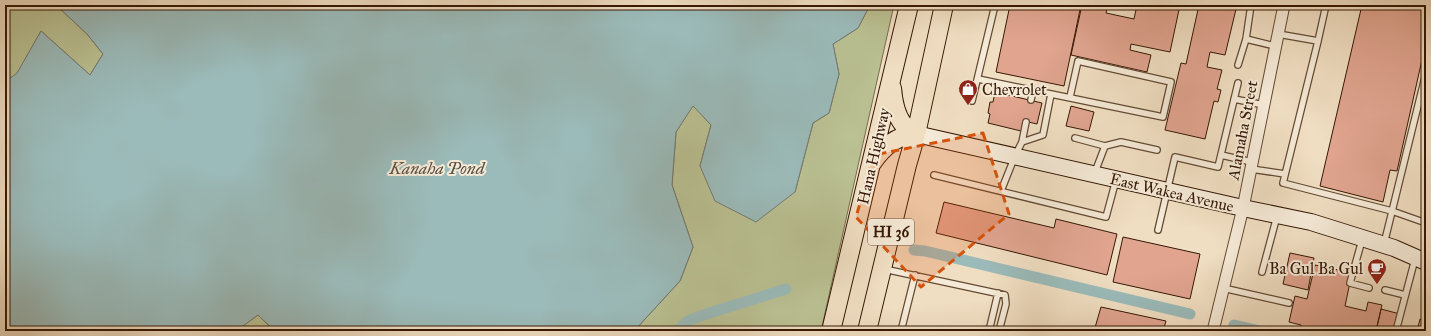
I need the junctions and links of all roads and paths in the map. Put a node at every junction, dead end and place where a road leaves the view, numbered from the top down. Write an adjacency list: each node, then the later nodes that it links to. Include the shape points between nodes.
1 (909, 5): 13 (main road, Hana Highway / HI 36)
2 (944, 5): 24 (main road, HI 36)
3 (996, 5): 14 (lane)
4 (1251, 5): 8 (lane)
5 (1284, 5): 7 (street, Alamaha Street)
6 (1326, 5): 9 (lane)
7 (1278, 34): 9 (lane); 10 (street, Alamaha Street)
8 (1246, 39): 10 (lane); 11 (lane)
9 (1318, 41): 33 (lane)
10 (1275, 46): 22 (street, Alamaha Street)
11 (1238, 65)
12 (1426, 73): 39 (lane)
13 (892, 79): 24 (main road, HI 36, via 893,98 898,116 903,124); 30 (main road, Hana Highway / HI 36)
14 (978, 79): 16 (lane); 21 (lane)
15 (1238, 83): 19 (lane)
16 (1033, 90): 17 (lane); 20 (lane)
17 (1051, 94): 18 (lane); 27 (lane, via 1043,134)
18 (1070, 97): 18 (lane, via 1162,117 1171,82 1078,61)
19 (1234, 99): 22 (lane); 29 (lane)
20 (1031, 100)
21 (972, 101)
22 (1264, 105): 31 (street, Alamaha Street)
23 (1026, 122): 27 (lane)
24 (916, 134): 27 (street, East Wakea Avenue); 30 (main road, HI 36, via 909,134 894,141 881,151); 46 (main road, HI 36)
25 (1075, 138): 26 (lane)
26 (1105, 146): 28 (lane, via 1121,142); 32 (lane)
27 (1019, 149): 32 (street, East Wakea Avenue); 37 (lane)
28 (1157, 150)
29 (1220, 155): 31 (lane); 36 (lane, via 1218,167 1176,157)
30 (871, 164): 55 (main road, Hana Highway / HI 36)
31 (1251, 166): 33 (lane); 38 (street, Alamaha Street)
32 (1094, 174): 35 (street, East Wakea Avenue)
33 (1285, 174): 39 (lane, via 1283,183)
34 (934, 175): 37 (lane)
35 (1116, 180): 36 (street, East Wakea Avenue); 37 (lane, via 1106,217)
36 (1167, 191): 38 (street, East Wakea Avenue); 42 (lane)
37 (1001, 192)
38 (1243, 208): 40 (street, East Wakea Avenue); 49 (street, Alamaha Street)
39 (1392, 211): 41 (lane); 44 (lane)
40 (1277, 215): 43 (street, East Wakea Avenue, via 1311,222); 47 (lane)
41 (1426, 223)
42 (1158, 230)
43 (1362, 238): 44 (street, East Wakea Avenue); 50 (lane, via 1350,283)
44 (1384, 245): 45 (street, East Wakea Avenue)
45 (1421, 259): 53 (lane)
46 (882, 268): 48 (lane); 56 (main road, HI 36)
47 (1262, 272)
48 (915, 275): 52 (lane); 57 (lane)
49 (1223, 288): 54 (lane); 60 (street, Alamaha Street)
50 (1369, 288)
51 (1385, 290): 53 (lane)
52 (998, 293): 58 (lane); 59 (lane, via 1004,295 1006,304)
53 (1405, 295): 61 (lane)
54 (1289, 303)
55 (831, 331)
56 (867, 331)
57 (901, 331)
58 (989, 331)
59 (999, 331)
60 (1213, 331)
61 (1396, 331)

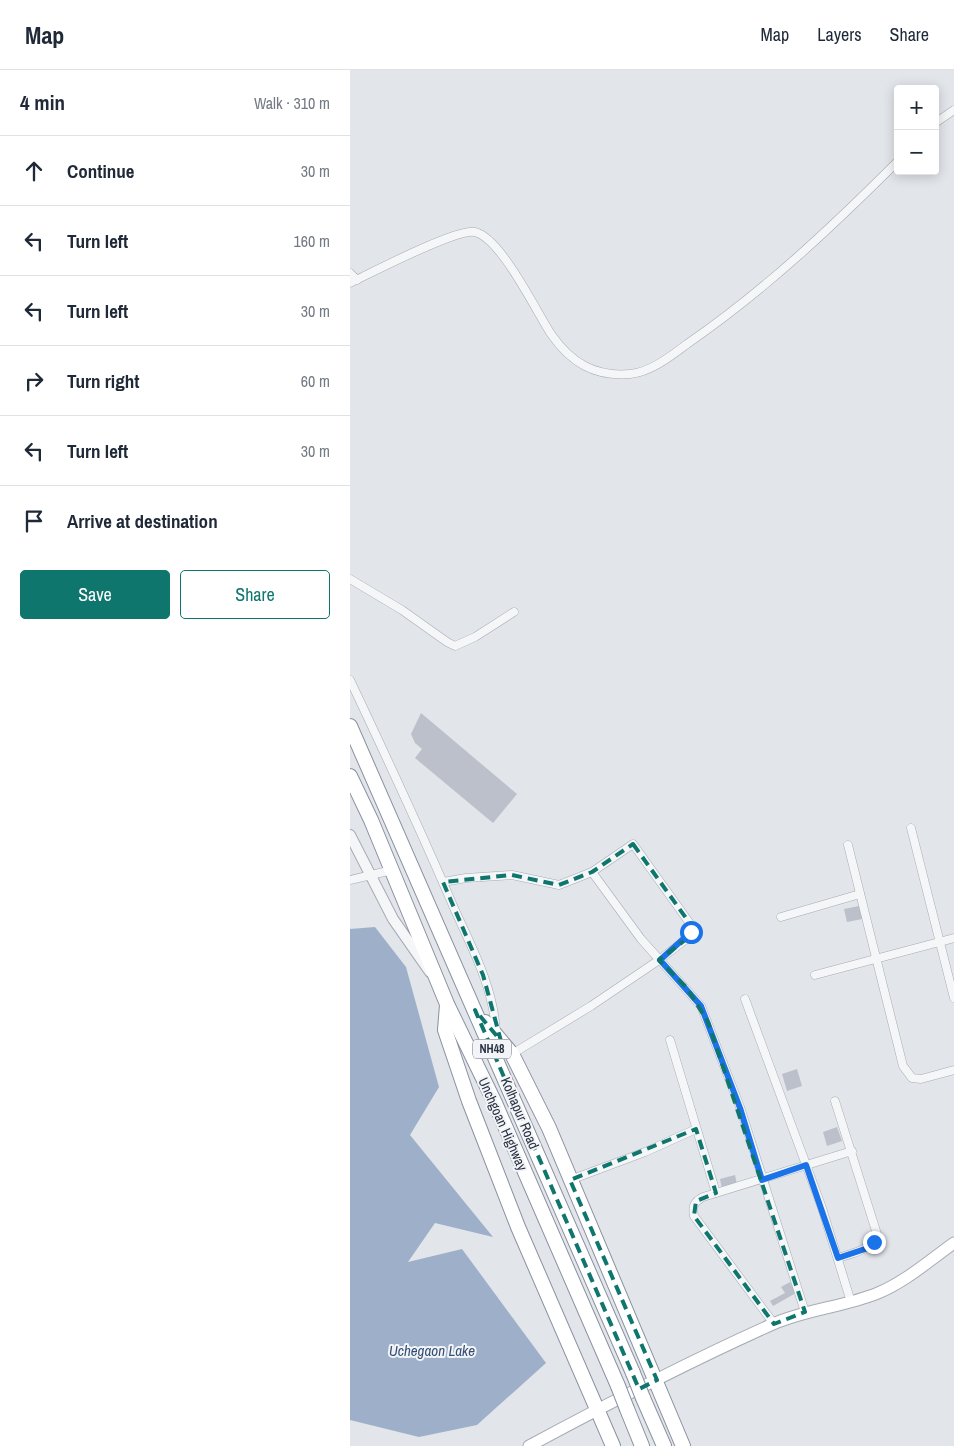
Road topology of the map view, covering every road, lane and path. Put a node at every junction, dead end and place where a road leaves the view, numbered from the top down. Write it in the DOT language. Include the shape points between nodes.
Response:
graph roads {
  1 [pos="954,110"];
  2 [pos="939,121"];
  3 [pos="894,165"];
  4 [pos="350,273"];
  5 [pos="354,282"];
  6 [pos="350,579"];
  7 [pos="514,612"];
  8 [pos="350,680"];
  9 [pos="350,726"];
  10 [pos="350,776"];
  11 [pos="911,828"];
  12 [pos="350,835"];
  13 [pos="848,845"];
  14 [pos="392,870"];
  15 [pos="592,872"];
  16 [pos="371,875"];
  17 [pos="350,880"];
  18 [pos="443,882"];
  19 [pos="860,894"];
  20 [pos="781,917"];
  21 [pos="954,938"];
  22 [pos="939,942"];
  23 [pos="660,960"];
  24 [pos="877,960"];
  25 [pos="814,975"];
  26 [pos="438,983"];
  27 [pos="954,998"];
  28 [pos="745,999"];
  29 [pos="447,1004"];
  30 [pos="475,1010"];
  31 [pos="496,1035"];
  32 [pos="670,1040"];
  33 [pos="512,1054"];
  34 [pos="954,1070"];
  35 [pos="835,1101"];
  36 [pos="696,1129"];
  37 [pos="852,1151"];
  38 [pos="806,1165"];
  39 [pos="570,1180"];
  40 [pos="762,1180"];
  41 [pos="716,1193"];
  42 [pos="954,1243"];
  43 [pos="838,1258"];
  44 [pos="850,1302"];
  45 [pos="805,1312"];
  46 [pos="774,1324"];
  47 [pos="657,1380"];
  48 [pos="598,1409"];
  49 [pos="529,1446"];
  50 [pos="613,1446"];
  51 [pos="642,1446"];
  52 [pos="664,1446"];
  53 [pos="683,1446"];
  1 -- 2 [label="street"];
  3 -- 5 [label="street" via="816,242 748,299 661,362 632,374 599,374 575,361 553,336 509,264 493,244 475,232 456,234"];
  4 -- 5 [label="street"];
  6 -- 7 [label="street" via="455,646"];
  8 -- 18 [label="street"];
  9 -- 30 [label="highway, Kolhapur Road / NH48"];
  10 -- 14 [label="highway, Unchgoan Highway / NH48"];
  11 -- 22 [label="street"];
  12 -- 16 [label="street"];
  13 -- 19 [label="street"];
  14 -- 16 [label="street"];
  14 -- 26 [label="highway, Unchgoan Highway / NH48"];
  15 -- 18 [label="street" via="559,885 512,875"];
  15 -- 23 [label="street"];
  15 -- 23 [label="street" via="633,844 691,925 691,932 685,940"];
  16 -- 17 [label="street"];
  16 -- 26 [label="street" via="393,919"];
  18 -- 31 [label="street" via="483,975 495,1014"];
  19 -- 20 [label="street"];
  19 -- 24 [label="street"];
  21 -- 22 [label="street"];
  22 -- 24 [label="street"];
  22 -- 27 [label="street"];
  23 -- 33 [label="street"];
  23 -- 40 [label="street" via="701,1006 740,1108"];
  24 -- 25 [label="street"];
  24 -- 34 [label="street" via="907,1073 912,1078 921,1079"];
  26 -- 29 [label="highway, Unchgoan Highway / NH48"];
  28 -- 38 [label="street"];
  29 -- 48 [label="highway" via="445,1030 469,1101 518,1227"];
  29 -- 51 [label="highway, Unchgoan Highway / NH48, bridge" via="495,1103"];
  30 -- 31 [label="highway"];
  30 -- 52 [label="highway, Kolhapur Road / NH48, bridge"];
  31 -- 33 [label="highway"];
  32 -- 36 [label="street"];
  33 -- 39 [label="highway" via="549,1128"];
  35 -- 37 [label="street"];
  36 -- 39 [label="street"];
  36 -- 41 [label="street"];
  37 -- 38 [label="street"];
  37 -- 43 [label="street" via="877,1234 868,1248"];
  38 -- 40 [label="street"];
  38 -- 43 [label="street"];
  39 -- 47 [label="highway"];
  40 -- 41 [label="street"];
  40 -- 45 [label="street"];
  41 -- 46 [label="street" via="696,1201 692,1207 694,1216"];
  42 -- 44 [label="main road" via="880,1292"];
  43 -- 44 [label="street"];
  44 -- 45 [label="main road"];
  45 -- 46 [label="main road"];
  46 -- 47 [label="main road"];
  47 -- 48 [label="main road"];
  47 -- 53 [label="highway"];
  48 -- 49 [label="main road"];
  48 -- 50 [label="highway"];
}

****************************************

▶ WHAT THE EXERCISE ASKS
Only lines with the word "Alamaha" go in the answer. Take them all from the entries above.

▶ SOLUTION BELOW
5 (1284, 5): 7 (street, Alamaha Street)
7 (1278, 34): 9 (lane); 10 (street, Alamaha Street)
10 (1275, 46): 22 (street, Alamaha Street)
22 (1264, 105): 31 (street, Alamaha Street)
31 (1251, 166): 33 (lane); 38 (street, Alamaha Street)
38 (1243, 208): 40 (street, East Wakea Avenue); 49 (street, Alamaha Street)
49 (1223, 288): 54 (lane); 60 (street, Alamaha Street)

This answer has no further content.